Records:

□ □ □ □ □

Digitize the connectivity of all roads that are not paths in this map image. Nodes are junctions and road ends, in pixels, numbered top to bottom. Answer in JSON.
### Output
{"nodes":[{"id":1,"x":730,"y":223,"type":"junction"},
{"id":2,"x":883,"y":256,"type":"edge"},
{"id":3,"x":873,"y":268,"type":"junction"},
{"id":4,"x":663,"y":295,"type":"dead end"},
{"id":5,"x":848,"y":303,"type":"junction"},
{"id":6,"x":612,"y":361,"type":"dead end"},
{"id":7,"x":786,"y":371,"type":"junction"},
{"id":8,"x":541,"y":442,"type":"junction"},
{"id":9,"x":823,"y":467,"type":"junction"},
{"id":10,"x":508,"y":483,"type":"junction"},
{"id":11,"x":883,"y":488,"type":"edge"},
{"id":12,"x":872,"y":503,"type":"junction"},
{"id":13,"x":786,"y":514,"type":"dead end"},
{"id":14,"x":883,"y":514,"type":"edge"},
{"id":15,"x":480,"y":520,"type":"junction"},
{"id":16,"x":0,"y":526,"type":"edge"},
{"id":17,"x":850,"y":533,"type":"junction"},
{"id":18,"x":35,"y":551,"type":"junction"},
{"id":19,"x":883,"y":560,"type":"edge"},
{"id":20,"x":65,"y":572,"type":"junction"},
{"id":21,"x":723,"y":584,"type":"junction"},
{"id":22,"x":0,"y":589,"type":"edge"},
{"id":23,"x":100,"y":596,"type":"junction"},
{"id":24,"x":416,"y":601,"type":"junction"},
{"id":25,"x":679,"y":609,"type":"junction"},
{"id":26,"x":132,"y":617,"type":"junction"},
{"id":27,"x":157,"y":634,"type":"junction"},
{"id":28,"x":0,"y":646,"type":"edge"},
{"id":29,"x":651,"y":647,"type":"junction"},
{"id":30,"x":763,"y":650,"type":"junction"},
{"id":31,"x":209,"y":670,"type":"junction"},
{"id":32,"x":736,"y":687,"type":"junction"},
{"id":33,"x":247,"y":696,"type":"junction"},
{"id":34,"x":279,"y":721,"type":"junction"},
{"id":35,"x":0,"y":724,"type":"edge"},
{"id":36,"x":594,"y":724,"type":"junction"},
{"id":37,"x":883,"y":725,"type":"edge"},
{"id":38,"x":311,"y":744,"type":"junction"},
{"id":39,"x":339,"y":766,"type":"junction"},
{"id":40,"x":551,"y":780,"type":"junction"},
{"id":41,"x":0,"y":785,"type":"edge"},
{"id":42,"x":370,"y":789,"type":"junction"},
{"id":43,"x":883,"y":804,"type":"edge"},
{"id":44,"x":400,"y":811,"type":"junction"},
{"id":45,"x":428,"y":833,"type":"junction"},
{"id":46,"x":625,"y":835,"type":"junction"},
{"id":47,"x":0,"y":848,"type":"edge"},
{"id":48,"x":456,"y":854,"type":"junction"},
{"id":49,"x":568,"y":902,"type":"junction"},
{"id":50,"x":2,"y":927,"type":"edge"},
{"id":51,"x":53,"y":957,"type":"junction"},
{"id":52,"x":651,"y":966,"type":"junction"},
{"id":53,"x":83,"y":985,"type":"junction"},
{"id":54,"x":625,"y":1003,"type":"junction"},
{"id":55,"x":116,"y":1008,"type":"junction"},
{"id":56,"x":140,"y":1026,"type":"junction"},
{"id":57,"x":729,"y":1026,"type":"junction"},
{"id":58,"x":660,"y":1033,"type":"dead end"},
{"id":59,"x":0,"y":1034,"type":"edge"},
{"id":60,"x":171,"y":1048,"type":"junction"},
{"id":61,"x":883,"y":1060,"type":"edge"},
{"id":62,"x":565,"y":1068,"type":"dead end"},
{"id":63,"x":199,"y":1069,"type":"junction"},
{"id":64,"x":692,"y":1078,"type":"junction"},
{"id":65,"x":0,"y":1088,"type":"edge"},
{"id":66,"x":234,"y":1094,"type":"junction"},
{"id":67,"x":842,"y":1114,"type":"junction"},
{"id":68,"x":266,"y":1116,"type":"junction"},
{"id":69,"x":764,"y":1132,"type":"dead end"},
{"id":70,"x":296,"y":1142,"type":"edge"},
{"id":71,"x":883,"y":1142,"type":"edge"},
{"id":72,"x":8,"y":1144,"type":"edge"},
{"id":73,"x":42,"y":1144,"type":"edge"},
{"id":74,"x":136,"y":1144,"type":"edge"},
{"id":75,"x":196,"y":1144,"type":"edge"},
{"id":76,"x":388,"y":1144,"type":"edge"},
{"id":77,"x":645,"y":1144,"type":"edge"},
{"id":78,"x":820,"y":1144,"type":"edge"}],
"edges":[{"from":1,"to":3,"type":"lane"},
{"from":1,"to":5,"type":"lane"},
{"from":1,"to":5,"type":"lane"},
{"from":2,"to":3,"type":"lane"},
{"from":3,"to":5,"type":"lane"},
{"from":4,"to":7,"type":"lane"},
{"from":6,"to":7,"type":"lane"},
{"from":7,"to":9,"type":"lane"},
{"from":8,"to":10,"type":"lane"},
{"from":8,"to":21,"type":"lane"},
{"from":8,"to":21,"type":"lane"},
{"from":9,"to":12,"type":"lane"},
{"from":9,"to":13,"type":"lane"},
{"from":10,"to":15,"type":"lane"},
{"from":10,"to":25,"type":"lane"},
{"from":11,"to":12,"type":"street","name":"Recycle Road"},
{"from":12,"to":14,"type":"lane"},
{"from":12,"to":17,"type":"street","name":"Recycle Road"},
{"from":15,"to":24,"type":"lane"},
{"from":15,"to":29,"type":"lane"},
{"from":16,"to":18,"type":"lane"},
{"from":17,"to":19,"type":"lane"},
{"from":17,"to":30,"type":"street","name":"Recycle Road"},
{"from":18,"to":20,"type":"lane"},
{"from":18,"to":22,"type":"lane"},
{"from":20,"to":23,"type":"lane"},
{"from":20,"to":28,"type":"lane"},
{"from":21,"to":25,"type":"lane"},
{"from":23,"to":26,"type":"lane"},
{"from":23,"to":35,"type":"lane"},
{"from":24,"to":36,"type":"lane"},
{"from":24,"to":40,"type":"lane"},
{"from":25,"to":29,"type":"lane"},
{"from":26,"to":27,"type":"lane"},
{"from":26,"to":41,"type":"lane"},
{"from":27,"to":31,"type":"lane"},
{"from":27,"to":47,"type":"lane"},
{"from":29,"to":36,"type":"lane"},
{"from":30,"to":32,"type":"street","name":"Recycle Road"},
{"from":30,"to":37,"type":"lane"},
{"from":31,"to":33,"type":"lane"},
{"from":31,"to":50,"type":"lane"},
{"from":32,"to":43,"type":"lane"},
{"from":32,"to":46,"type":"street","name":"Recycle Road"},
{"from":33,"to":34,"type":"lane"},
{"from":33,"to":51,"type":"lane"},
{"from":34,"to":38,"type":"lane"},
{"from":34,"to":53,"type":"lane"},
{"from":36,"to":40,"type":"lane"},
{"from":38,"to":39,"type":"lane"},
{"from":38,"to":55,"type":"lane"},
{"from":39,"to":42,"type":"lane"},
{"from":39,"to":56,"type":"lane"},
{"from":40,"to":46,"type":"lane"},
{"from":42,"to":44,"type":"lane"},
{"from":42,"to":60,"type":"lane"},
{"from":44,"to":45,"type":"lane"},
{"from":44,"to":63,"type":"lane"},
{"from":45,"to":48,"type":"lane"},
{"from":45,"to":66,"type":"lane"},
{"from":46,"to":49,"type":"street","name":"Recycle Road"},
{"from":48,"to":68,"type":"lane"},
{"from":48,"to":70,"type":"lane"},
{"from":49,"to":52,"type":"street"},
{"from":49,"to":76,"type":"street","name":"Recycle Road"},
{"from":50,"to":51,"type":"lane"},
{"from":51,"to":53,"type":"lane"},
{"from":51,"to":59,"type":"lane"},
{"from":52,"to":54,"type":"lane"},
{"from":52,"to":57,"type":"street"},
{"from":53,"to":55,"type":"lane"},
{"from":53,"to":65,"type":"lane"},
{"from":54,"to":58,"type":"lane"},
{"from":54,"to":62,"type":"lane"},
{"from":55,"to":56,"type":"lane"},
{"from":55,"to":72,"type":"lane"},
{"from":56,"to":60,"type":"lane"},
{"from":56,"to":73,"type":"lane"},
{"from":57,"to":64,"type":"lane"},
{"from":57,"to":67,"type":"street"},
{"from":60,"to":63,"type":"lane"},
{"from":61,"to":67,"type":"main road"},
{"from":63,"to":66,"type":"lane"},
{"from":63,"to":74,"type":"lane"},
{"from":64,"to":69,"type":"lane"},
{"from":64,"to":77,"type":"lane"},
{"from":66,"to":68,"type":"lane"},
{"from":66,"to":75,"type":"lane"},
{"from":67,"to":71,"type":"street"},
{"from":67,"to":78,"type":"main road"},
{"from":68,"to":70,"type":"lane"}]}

□ □ □ □ □

Brief:
Go through the entries. Report every line that contains the word "Recycle".

Result below:
{"from":11,"to":12,"type":"street","name":"Recycle Road"},
{"from":12,"to":17,"type":"street","name":"Recycle Road"},
{"from":17,"to":30,"type":"street","name":"Recycle Road"},
{"from":30,"to":32,"type":"street","name":"Recycle Road"},
{"from":32,"to":46,"type":"street","name":"Recycle Road"},
{"from":46,"to":49,"type":"street","name":"Recycle Road"},
{"from":49,"to":76,"type":"street","name":"Recycle Road"},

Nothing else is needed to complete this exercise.